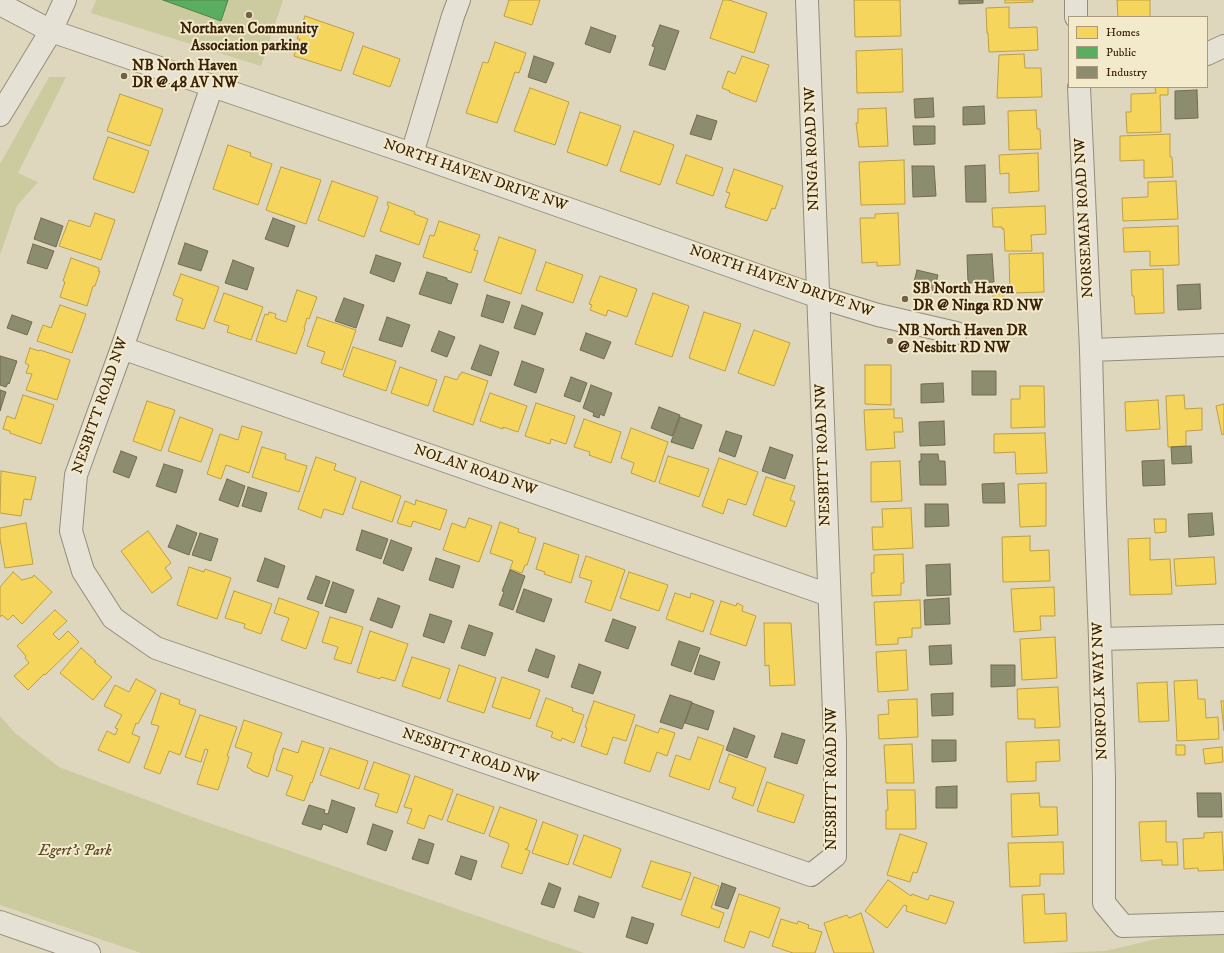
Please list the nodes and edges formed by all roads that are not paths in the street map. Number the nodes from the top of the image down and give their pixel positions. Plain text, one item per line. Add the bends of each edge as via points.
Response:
1 (65, 0) edge
2 (459, 0) edge
3 (807, 0) edge
4 (1076, 0) edge
5 (0, 4) edge
6 (1076, 16) edge
7 (51, 31) junction
8 (1224, 46) edge
9 (1208, 54) edge
10 (212, 86) junction
11 (1079, 88) edge
12 (0, 115) edge
13 (412, 154) junction
14 (819, 297) junction
15 (956, 333) dead end
16 (1224, 345) edge
17 (122, 348) junction
18 (1091, 350) junction
19 (829, 595) junction
20 (1224, 636) edge
21 (1100, 639) junction
22 (0, 922) edge
23 (1224, 923) edge
24 (89, 953) edge

1 - 7 street
2 - 13 street
3 - 14 street, NINGA ROAD NW
4 - 6 street
5 - 7 street, NORTH HAVEN DRIVE NW
7 - 10 street, NORTH HAVEN DRIVE NW
7 - 12 street
8 - 9 street
10 - 13 street, NORTH HAVEN DRIVE NW
10 - 17 street, NESBITT ROAD NW
11 - 18 street, NORSEMAN ROAD NW
13 - 14 street, NORTH HAVEN DRIVE NW
14 - 15 street, NORTH HAVEN DRIVE NW via 878,315
14 - 19 street, NESBITT ROAD NW
16 - 18 street
17 - 19 street, NOLAN ROAD NW
17 - 19 street, NESBITT ROAD NW via 76,475 71,531 83,571 113,618 156,648 811,875 834,856 835,740
18 - 21 street, NORFOLK WAY NW
20 - 21 street
21 - 23 street, NORFOLK WAY NW via 1104,903 1123,926
22 - 24 street

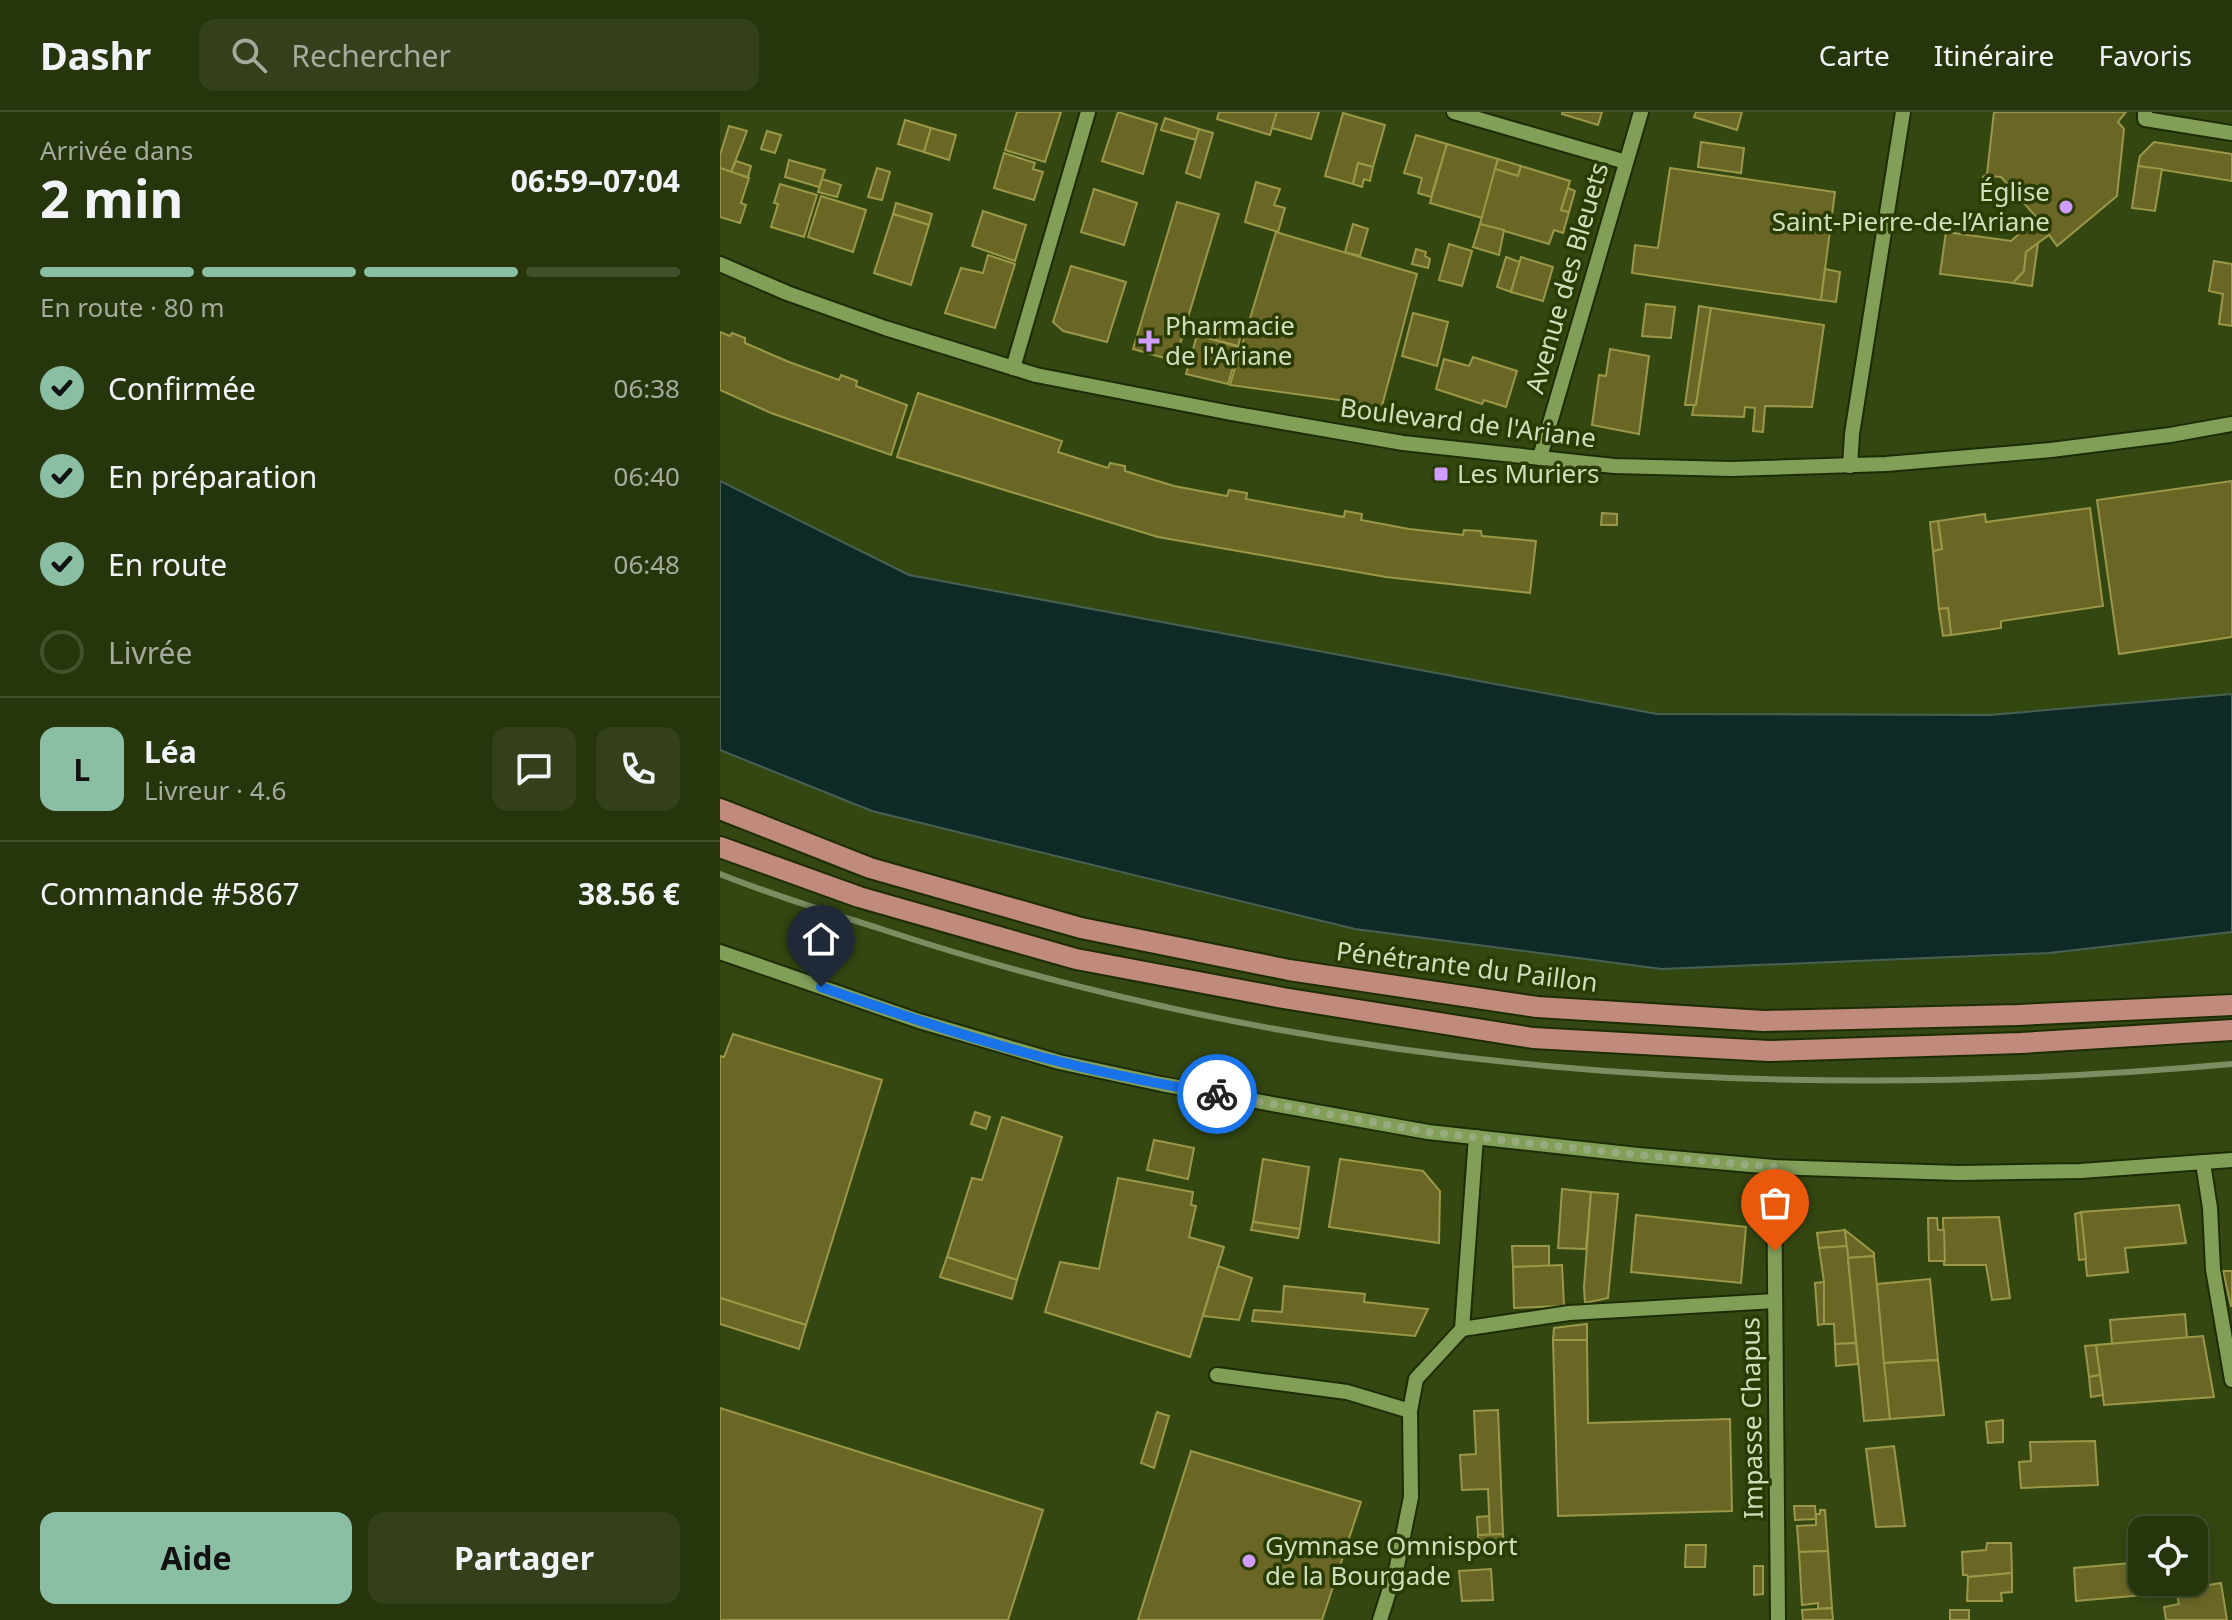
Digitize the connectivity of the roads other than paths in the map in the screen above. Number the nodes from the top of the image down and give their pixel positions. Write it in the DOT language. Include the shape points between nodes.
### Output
◆ ◆ ◆ ◆ ◆
With the pictures removed, return the data above word for word.

Please list the nodes and edges formed by all roads that are not paths in the street map. Number the nodes from the top of the image down and give their pixel positions. Plain text, one item per line. Add the bends of each edge as via points.
Response:
1 (65, 0) edge
2 (459, 0) edge
3 (807, 0) edge
4 (1076, 0) edge
5 (0, 4) edge
6 (1076, 16) edge
7 (51, 31) junction
8 (1224, 46) edge
9 (1208, 54) edge
10 (212, 86) junction
11 (1079, 88) edge
12 (0, 115) edge
13 (412, 154) junction
14 (819, 297) junction
15 (956, 333) dead end
16 (1224, 345) edge
17 (122, 348) junction
18 (1091, 350) junction
19 (829, 595) junction
20 (1224, 636) edge
21 (1100, 639) junction
22 (0, 922) edge
23 (1224, 923) edge
24 (89, 953) edge

1 - 7 street
2 - 13 street
3 - 14 street, NINGA ROAD NW
4 - 6 street
5 - 7 street, NORTH HAVEN DRIVE NW
7 - 10 street, NORTH HAVEN DRIVE NW
7 - 12 street
8 - 9 street
10 - 13 street, NORTH HAVEN DRIVE NW
10 - 17 street, NESBITT ROAD NW
11 - 18 street, NORSEMAN ROAD NW
13 - 14 street, NORTH HAVEN DRIVE NW
14 - 15 street, NORTH HAVEN DRIVE NW via 878,315
14 - 19 street, NESBITT ROAD NW
16 - 18 street
17 - 19 street, NOLAN ROAD NW
17 - 19 street, NESBITT ROAD NW via 76,475 71,531 83,571 113,618 156,648 811,875 834,856 835,740
18 - 21 street, NORFOLK WAY NW
20 - 21 street
21 - 23 street, NORFOLK WAY NW via 1104,903 1123,926
22 - 24 street

Digitize the connectivity of the roads other than paths in the map in the screen above. Number the nodes from the top of the image down and give their pixel positions. Write it in the DOT language. Include the shape points between nodes.
### Output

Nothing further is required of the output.